▶ [Action item]: Set each line of the records down again exactly, please.

==== Material provided ====

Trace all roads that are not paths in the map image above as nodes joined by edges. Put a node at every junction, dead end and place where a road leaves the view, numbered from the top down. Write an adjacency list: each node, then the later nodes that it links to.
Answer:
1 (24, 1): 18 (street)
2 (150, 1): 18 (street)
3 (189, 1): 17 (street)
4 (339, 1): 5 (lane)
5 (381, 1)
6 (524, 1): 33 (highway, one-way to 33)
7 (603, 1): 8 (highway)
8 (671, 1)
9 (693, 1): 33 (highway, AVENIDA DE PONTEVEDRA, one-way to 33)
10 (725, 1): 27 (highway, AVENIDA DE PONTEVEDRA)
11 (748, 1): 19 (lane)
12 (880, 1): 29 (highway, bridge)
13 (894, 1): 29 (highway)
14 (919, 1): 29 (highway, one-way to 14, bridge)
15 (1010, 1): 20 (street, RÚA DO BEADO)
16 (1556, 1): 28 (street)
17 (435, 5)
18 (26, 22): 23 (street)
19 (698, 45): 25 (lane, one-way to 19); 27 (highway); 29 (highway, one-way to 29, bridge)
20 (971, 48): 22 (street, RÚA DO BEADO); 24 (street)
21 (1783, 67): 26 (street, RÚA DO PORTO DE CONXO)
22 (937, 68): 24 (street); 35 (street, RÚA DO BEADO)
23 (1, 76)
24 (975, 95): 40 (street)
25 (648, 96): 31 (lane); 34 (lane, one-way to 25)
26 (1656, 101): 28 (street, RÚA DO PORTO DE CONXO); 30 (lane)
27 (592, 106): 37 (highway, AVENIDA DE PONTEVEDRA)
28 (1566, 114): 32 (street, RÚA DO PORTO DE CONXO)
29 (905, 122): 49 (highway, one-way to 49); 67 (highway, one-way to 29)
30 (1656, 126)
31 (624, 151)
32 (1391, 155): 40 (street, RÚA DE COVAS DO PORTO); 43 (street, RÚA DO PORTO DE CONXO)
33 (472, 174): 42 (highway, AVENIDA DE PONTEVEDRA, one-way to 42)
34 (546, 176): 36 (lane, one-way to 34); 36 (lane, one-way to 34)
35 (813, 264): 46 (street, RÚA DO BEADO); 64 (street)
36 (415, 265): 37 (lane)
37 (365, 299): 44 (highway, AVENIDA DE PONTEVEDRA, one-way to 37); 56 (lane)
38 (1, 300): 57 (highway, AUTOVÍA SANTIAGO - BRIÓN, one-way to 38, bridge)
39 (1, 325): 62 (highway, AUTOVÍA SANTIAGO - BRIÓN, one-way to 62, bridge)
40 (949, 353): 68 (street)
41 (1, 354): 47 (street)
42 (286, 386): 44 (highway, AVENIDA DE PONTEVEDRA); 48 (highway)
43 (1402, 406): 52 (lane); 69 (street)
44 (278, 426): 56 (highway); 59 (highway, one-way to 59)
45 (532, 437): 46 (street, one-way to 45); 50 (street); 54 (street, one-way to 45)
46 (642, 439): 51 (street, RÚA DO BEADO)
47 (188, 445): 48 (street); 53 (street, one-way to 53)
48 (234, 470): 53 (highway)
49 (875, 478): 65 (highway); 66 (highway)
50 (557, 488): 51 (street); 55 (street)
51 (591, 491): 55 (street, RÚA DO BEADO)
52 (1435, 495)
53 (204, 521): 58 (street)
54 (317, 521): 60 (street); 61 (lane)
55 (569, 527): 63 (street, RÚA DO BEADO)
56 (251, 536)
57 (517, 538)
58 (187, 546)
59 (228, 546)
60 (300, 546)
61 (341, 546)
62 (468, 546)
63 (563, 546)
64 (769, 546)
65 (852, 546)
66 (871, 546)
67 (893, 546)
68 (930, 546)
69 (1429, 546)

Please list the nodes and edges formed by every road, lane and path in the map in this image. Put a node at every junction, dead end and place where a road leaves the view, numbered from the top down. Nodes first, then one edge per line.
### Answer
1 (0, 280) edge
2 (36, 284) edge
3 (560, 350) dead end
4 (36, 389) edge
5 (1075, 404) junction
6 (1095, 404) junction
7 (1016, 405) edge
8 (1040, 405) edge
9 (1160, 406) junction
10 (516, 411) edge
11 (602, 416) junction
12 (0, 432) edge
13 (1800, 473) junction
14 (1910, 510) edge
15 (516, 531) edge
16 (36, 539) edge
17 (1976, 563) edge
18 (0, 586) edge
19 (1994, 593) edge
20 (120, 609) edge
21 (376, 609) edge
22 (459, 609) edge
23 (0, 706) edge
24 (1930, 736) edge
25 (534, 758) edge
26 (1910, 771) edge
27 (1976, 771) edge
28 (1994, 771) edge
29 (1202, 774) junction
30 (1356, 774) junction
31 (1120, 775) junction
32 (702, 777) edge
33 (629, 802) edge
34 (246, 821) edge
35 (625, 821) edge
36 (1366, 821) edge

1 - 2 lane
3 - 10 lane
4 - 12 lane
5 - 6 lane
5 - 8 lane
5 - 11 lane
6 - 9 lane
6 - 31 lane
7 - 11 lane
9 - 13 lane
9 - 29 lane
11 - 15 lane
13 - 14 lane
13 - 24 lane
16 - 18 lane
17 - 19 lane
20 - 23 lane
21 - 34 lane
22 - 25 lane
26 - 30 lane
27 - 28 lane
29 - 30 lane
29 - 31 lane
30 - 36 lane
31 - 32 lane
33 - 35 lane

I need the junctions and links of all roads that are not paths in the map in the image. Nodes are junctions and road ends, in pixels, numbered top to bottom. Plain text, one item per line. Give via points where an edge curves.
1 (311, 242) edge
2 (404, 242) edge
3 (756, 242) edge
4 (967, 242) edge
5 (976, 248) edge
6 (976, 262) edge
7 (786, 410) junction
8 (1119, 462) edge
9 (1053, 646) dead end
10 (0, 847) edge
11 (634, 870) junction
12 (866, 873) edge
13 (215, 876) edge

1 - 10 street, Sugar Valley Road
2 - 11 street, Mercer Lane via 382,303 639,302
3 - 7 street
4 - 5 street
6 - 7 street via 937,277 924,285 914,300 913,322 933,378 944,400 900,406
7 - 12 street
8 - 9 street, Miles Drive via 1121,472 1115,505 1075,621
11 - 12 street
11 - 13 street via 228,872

====

▶ [Reply to the exercise]:
Trace all roads that are not paths in the map image above as nodes joined by edges. Put a node at every junction, dead end and place where a road leaves the view, numbered from the top down. Write an adjacency list: each node, then the later nodes that it links to.
Answer:
1 (24, 1): 18 (street)
2 (150, 1): 18 (street)
3 (189, 1): 17 (street)
4 (339, 1): 5 (lane)
5 (381, 1)
6 (524, 1): 33 (highway, one-way to 33)
7 (603, 1): 8 (highway)
8 (671, 1)
9 (693, 1): 33 (highway, AVENIDA DE PONTEVEDRA, one-way to 33)
10 (725, 1): 27 (highway, AVENIDA DE PONTEVEDRA)
11 (748, 1): 19 (lane)
12 (880, 1): 29 (highway, bridge)
13 (894, 1): 29 (highway)
14 (919, 1): 29 (highway, one-way to 14, bridge)
15 (1010, 1): 20 (street, RÚA DO BEADO)
16 (1556, 1): 28 (street)
17 (435, 5)
18 (26, 22): 23 (street)
19 (698, 45): 25 (lane, one-way to 19); 27 (highway); 29 (highway, one-way to 29, bridge)
20 (971, 48): 22 (street, RÚA DO BEADO); 24 (street)
21 (1783, 67): 26 (street, RÚA DO PORTO DE CONXO)
22 (937, 68): 24 (street); 35 (street, RÚA DO BEADO)
23 (1, 76)
24 (975, 95): 40 (street)
25 (648, 96): 31 (lane); 34 (lane, one-way to 25)
26 (1656, 101): 28 (street, RÚA DO PORTO DE CONXO); 30 (lane)
27 (592, 106): 37 (highway, AVENIDA DE PONTEVEDRA)
28 (1566, 114): 32 (street, RÚA DO PORTO DE CONXO)
29 (905, 122): 49 (highway, one-way to 49); 67 (highway, one-way to 29)
30 (1656, 126)
31 (624, 151)
32 (1391, 155): 40 (street, RÚA DE COVAS DO PORTO); 43 (street, RÚA DO PORTO DE CONXO)
33 (472, 174): 42 (highway, AVENIDA DE PONTEVEDRA, one-way to 42)
34 (546, 176): 36 (lane, one-way to 34); 36 (lane, one-way to 34)
35 (813, 264): 46 (street, RÚA DO BEADO); 64 (street)
36 (415, 265): 37 (lane)
37 (365, 299): 44 (highway, AVENIDA DE PONTEVEDRA, one-way to 37); 56 (lane)
38 (1, 300): 57 (highway, AUTOVÍA SANTIAGO - BRIÓN, one-way to 38, bridge)
39 (1, 325): 62 (highway, AUTOVÍA SANTIAGO - BRIÓN, one-way to 62, bridge)
40 (949, 353): 68 (street)
41 (1, 354): 47 (street)
42 (286, 386): 44 (highway, AVENIDA DE PONTEVEDRA); 48 (highway)
43 (1402, 406): 52 (lane); 69 (street)
44 (278, 426): 56 (highway); 59 (highway, one-way to 59)
45 (532, 437): 46 (street, one-way to 45); 50 (street); 54 (street, one-way to 45)
46 (642, 439): 51 (street, RÚA DO BEADO)
47 (188, 445): 48 (street); 53 (street, one-way to 53)
48 (234, 470): 53 (highway)
49 (875, 478): 65 (highway); 66 (highway)
50 (557, 488): 51 (street); 55 (street)
51 (591, 491): 55 (street, RÚA DO BEADO)
52 (1435, 495)
53 (204, 521): 58 (street)
54 (317, 521): 60 (street); 61 (lane)
55 (569, 527): 63 (street, RÚA DO BEADO)
56 (251, 536)
57 (517, 538)
58 (187, 546)
59 (228, 546)
60 (300, 546)
61 (341, 546)
62 (468, 546)
63 (563, 546)
64 (769, 546)
65 (852, 546)
66 (871, 546)
67 (893, 546)
68 (930, 546)
69 (1429, 546)

Please list the nodes and edges formed by every road, lane and path in the map in this image. Put a node at every junction, dead end and place where a road leaves the view, numbered from the top down. Nodes first, then one edge per line.
### Answer
1 (0, 280) edge
2 (36, 284) edge
3 (560, 350) dead end
4 (36, 389) edge
5 (1075, 404) junction
6 (1095, 404) junction
7 (1016, 405) edge
8 (1040, 405) edge
9 (1160, 406) junction
10 (516, 411) edge
11 (602, 416) junction
12 (0, 432) edge
13 (1800, 473) junction
14 (1910, 510) edge
15 (516, 531) edge
16 (36, 539) edge
17 (1976, 563) edge
18 (0, 586) edge
19 (1994, 593) edge
20 (120, 609) edge
21 (376, 609) edge
22 (459, 609) edge
23 (0, 706) edge
24 (1930, 736) edge
25 (534, 758) edge
26 (1910, 771) edge
27 (1976, 771) edge
28 (1994, 771) edge
29 (1202, 774) junction
30 (1356, 774) junction
31 (1120, 775) junction
32 (702, 777) edge
33 (629, 802) edge
34 (246, 821) edge
35 (625, 821) edge
36 (1366, 821) edge

1 - 2 lane
3 - 10 lane
4 - 12 lane
5 - 6 lane
5 - 8 lane
5 - 11 lane
6 - 9 lane
6 - 31 lane
7 - 11 lane
9 - 13 lane
9 - 29 lane
11 - 15 lane
13 - 14 lane
13 - 24 lane
16 - 18 lane
17 - 19 lane
20 - 23 lane
21 - 34 lane
22 - 25 lane
26 - 30 lane
27 - 28 lane
29 - 30 lane
29 - 31 lane
30 - 36 lane
31 - 32 lane
33 - 35 lane

I need the junctions and links of all roads that are not paths in the map in the image. Nodes are junctions and road ends, in pixels, numbered top to bottom. Plain text, one item per line. Give via points where an edge curves.
1 (311, 242) edge
2 (404, 242) edge
3 (756, 242) edge
4 (967, 242) edge
5 (976, 248) edge
6 (976, 262) edge
7 (786, 410) junction
8 (1119, 462) edge
9 (1053, 646) dead end
10 (0, 847) edge
11 (634, 870) junction
12 (866, 873) edge
13 (215, 876) edge

1 - 10 street, Sugar Valley Road
2 - 11 street, Mercer Lane via 382,303 639,302
3 - 7 street
4 - 5 street
6 - 7 street via 937,277 924,285 914,300 913,322 933,378 944,400 900,406
7 - 12 street
8 - 9 street, Miles Drive via 1121,472 1115,505 1075,621
11 - 12 street
11 - 13 street via 228,872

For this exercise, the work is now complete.